What You Need To Know

  • Former President Donald Trump on Tuesday downplayed injuries suffered by more than 100 U.S. troops during a 2020 Iranian airstrike on a U.S. base in Iraq

  • Trump dismissed the traumatic brain injuries as “headaches,” repeating a view he first expressed shortly after the attack

  • According to the Pentagon, 109 service members were diagnosed with traumatic brain injuries following the strike

  • Mark Esper, Trump’s defense secretary at the time of the attack, said the former president’s comments were “obviously not accurate"

The ballistic missile strike was in retaliation for the United States killing Revolutionary Guard Gen. Qassem Soleimani in a drone strike.

During a news conference in Milwaukee on Tuesday — the same day Iran launched missiles at Israel — Trump was asked if he thought he should’ve been tougher with Iran after the 2020 attack.

“So, first of all — injured. What does ‘injured’ mean?” Trump responded. “Injured means, you mean, because they had a headache? Because the bombs never hit the fort.

"There was nobody hurt, other than the sound was loud," he continued. "And some people said that hurt, and I accept that."

According to the Pentagon, 109 service members were diagnosed with traumatic brain injuries following the strike. 

In an interview early Wednesday morning with CNN, Mark Esper, Trump’s defense secretary at the time of the attack, said the former president’s comments were “obviously not accurate.”

Esper explained that there initially appeared to be “no injuries, traditionally.” But he said over time, troops began to report symptoms.

“It took some time to discover these, again,” Esper said. “Eventually, over 100 troops reported injuries. Some of them were very serious.”

Trump also attacked the reporter who asked the question Tuesday, accusing her of not being “truthful.”

And the former president called Iran’s decision to warn U.S. officials ahead of the strike and not to attempt a more severe attack — which he said was done to avoid escalation — “a very nice thing.”

Trump insisted he was very tough on Iran as president, arguing the American adversary did not have money to finance proxy militant groups such as Hamas and Hezbollah then.

Trump withdrew the U.S. from the 2015 agreement with Iran aimed at preventing it from developing a nuclear bomb. He vowed to negotiate and replace it with a better deal, but one never materialized.

On Tuesday, Trump claimed without evidence that if he had won reelection in 2020, he would have reached a new pact with Iran within the week. 

Morgan Finkelstein, a spokesperson for Kamala Harris’ presidential campaign, said in a statement that Trump’s latest comments about the 2020 missile strike “insulted injured service members,” adding, “He is unfit to be Commander-in-Chief.”

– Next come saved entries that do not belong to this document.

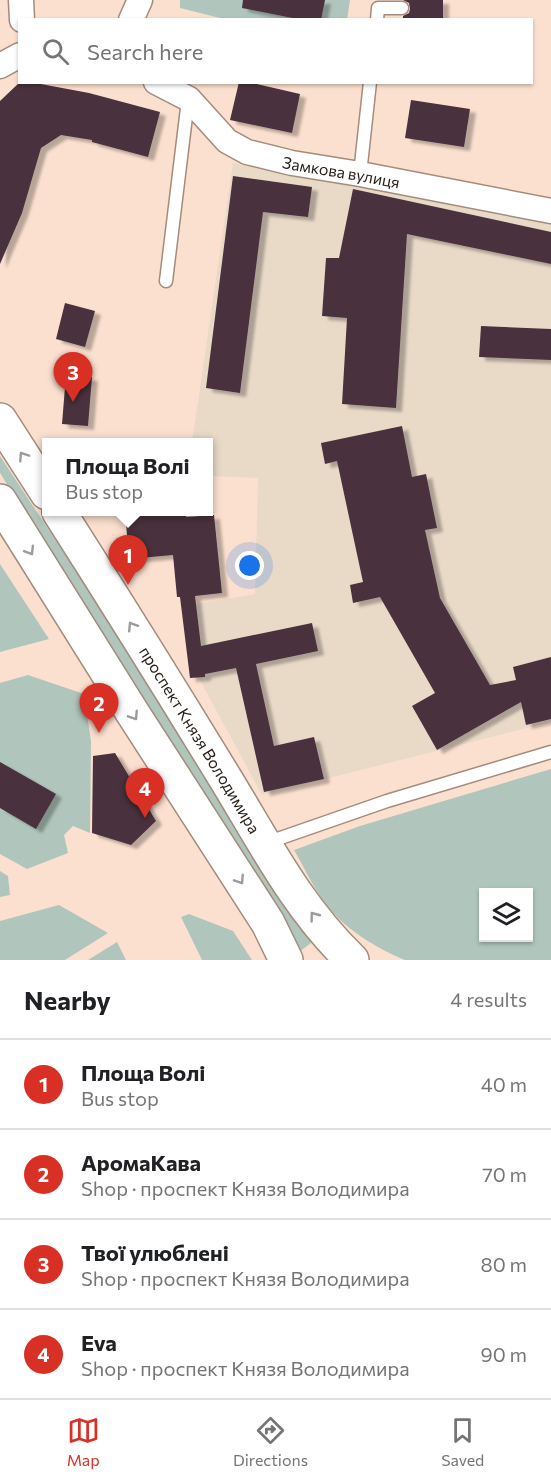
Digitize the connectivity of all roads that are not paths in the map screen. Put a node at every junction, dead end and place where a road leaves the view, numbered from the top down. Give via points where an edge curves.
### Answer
1 (21, 0) edge
2 (140, 0) edge
3 (402, 8) dead end
4 (22, 18) edge
5 (132, 18) edge
6 (377, 18) edge
7 (18, 56) edge
8 (0, 66) edge
9 (160, 84) edge
10 (370, 84) edge
11 (189, 99) junction
12 (360, 174) junction
13 (551, 211) edge
14 (166, 281) dead end
15 (0, 420) edge
16 (42, 485) edge
17 (0, 501) edge
18 (62, 516) edge
19 (551, 752) edge
20 (265, 844) junction
21 (286, 960) edge
22 (352, 960) edge

1 - 4 street
2 - 5 street
3 - 6 lane via 378,8
7 - 8 street
9 - 11 street, Замкова вулиця
10 - 12 lane
11 - 12 street, Замкова вулиця via 227,141 247,152
11 - 14 lane
12 - 13 street, Замкова вулиця
16 -> 15 main road
17 -> 21 main road via 268,922
20 -> 18 main road, проспект Князя Володимира
19 - 20 lane via 387,801
22 -> 20 main road, проспект Князя Володимира via 294,889

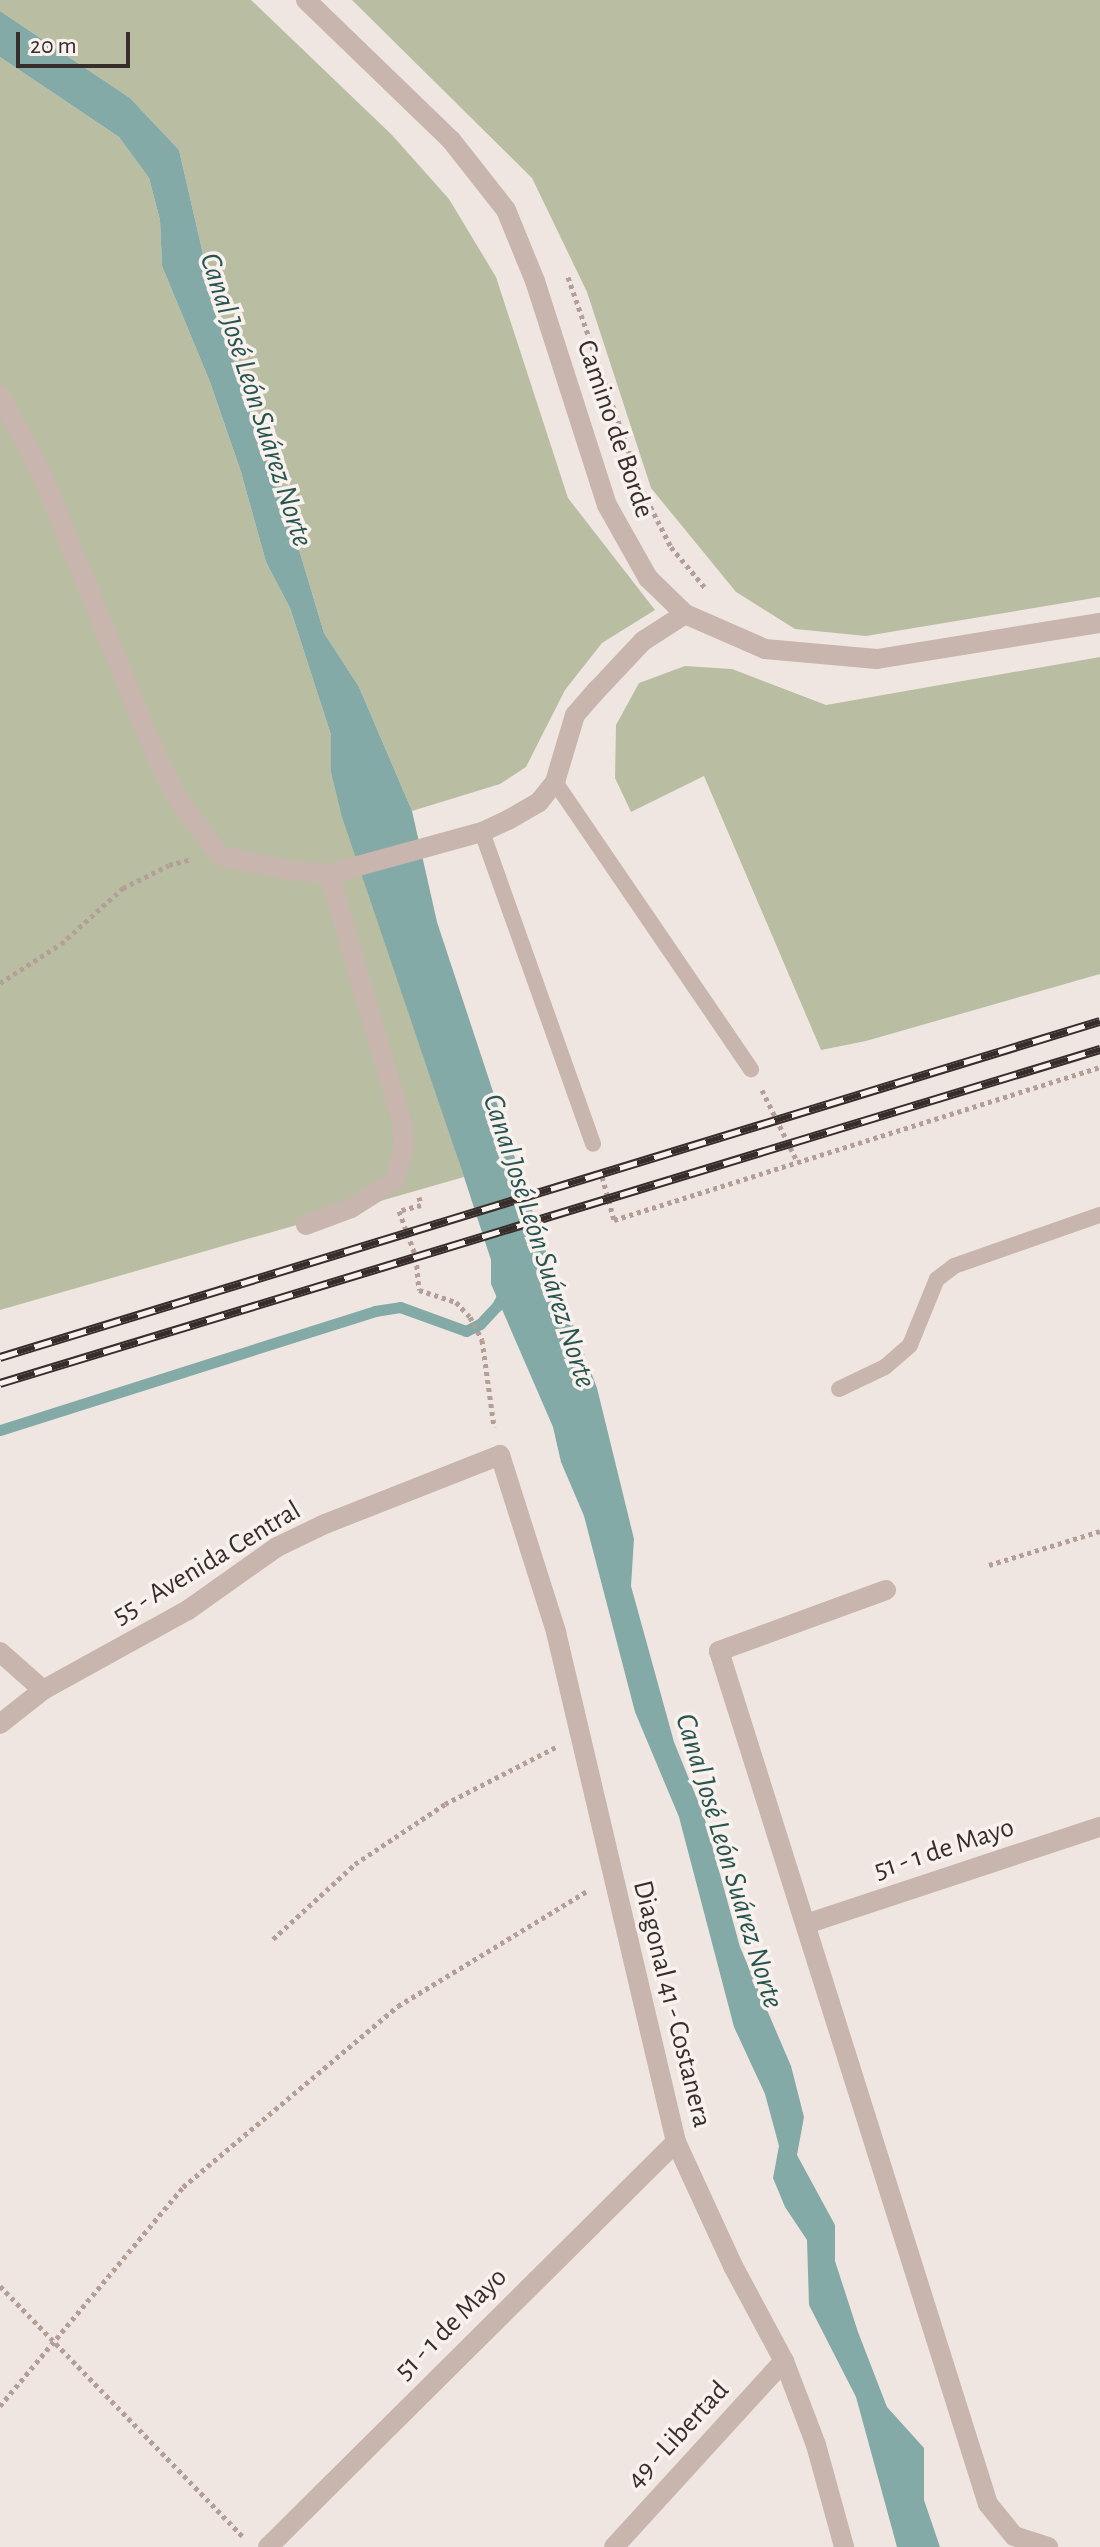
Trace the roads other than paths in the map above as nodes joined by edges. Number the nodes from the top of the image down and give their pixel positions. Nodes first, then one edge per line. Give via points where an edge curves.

During Tuesday night’s vice presidential debate, Minnesota Gov. Tim Walz, Harris’ running mate, referenced Trump’s comments four years ago in the wake of the attack. Walz seemed unaware Trump had doubled down on the remarks just hours earlier.

In arguing that he believes Trump lacks “steady leadership” on the world stage, Walz said, “When Iranian missiles did fall near U.S. troops and they received traumatic brain injuries, Donald Trump wrote it off as headaches.”

Trump’s downplaying of the service members’ injuries is the latest in a series of comments he’s made that Democrats have said are disrespectful to the military.

Others include:

  • In August, the former president argued the Presidential Medal of Freedom, which honors civilians, is better than the Medal of Honor, the top military award, because those who receive the Medal of Honor tend to be “in very bad shape because they’ve been hit so many times by bullets or they’re dead.”

  • Also in August, Trump campaign officials reportedly got into an altercation with staff at Arlington National Cemetery when the campaign was told it could not take photos in an area where recent U.S. casualties are buried. Trump was at Arlington to pay his respects to service members killed in the 2021 suicide bombing outside the airport in Kabul, Afghanistan.

  • Trump’s former White House chief of staff John Kelly has said Trump in private called service members who were wounded or killed in combat “losers” and “suckers.” Trump has denied making those comments.

  • In 2015, Trump said the late Sen. John McCain, R-Ariz., who was a prisoner of war for more than five years in North Vietnam, was “not a war hero,” adding, “I like people who were not captured."